- [Problem to solve]
Show every line of the material that follows in which the word "DURHAM" occurs.

****************

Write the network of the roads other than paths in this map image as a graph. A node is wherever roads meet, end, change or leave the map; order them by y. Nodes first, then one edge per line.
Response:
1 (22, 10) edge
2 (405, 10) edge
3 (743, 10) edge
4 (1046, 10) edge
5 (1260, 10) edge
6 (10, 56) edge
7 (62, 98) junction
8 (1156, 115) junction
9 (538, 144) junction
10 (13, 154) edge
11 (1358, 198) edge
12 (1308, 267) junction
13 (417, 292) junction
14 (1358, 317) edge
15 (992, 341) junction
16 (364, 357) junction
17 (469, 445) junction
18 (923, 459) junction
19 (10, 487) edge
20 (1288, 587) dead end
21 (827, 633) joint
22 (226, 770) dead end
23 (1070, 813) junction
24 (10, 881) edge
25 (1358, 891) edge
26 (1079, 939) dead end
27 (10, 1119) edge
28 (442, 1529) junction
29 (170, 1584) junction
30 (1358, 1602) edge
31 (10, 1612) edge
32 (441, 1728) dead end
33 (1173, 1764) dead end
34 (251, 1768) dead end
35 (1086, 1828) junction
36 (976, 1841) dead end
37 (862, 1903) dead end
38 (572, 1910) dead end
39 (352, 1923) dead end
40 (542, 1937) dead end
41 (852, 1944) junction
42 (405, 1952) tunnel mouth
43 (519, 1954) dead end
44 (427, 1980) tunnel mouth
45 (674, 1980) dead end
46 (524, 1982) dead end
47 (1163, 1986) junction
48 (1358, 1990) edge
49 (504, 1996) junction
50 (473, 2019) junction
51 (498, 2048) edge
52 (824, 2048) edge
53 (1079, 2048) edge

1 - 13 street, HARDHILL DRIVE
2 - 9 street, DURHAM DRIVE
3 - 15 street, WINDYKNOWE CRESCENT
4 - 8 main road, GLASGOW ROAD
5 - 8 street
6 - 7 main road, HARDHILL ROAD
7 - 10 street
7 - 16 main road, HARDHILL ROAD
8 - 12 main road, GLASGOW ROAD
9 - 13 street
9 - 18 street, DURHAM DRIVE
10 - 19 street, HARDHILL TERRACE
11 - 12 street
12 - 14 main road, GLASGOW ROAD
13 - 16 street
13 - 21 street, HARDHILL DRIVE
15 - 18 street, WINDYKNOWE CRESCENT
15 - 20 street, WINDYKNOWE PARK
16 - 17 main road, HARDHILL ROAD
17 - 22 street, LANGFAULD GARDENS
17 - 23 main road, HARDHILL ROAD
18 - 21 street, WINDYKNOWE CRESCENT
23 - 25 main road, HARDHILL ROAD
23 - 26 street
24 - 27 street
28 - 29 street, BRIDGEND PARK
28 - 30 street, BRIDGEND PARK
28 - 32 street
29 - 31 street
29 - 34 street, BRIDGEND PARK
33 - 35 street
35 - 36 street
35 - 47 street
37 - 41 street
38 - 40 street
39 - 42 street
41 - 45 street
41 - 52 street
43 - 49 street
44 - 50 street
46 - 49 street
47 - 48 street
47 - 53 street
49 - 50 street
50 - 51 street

****************

- [Exercise solution]
2 - 9 street, DURHAM DRIVE
9 - 18 street, DURHAM DRIVE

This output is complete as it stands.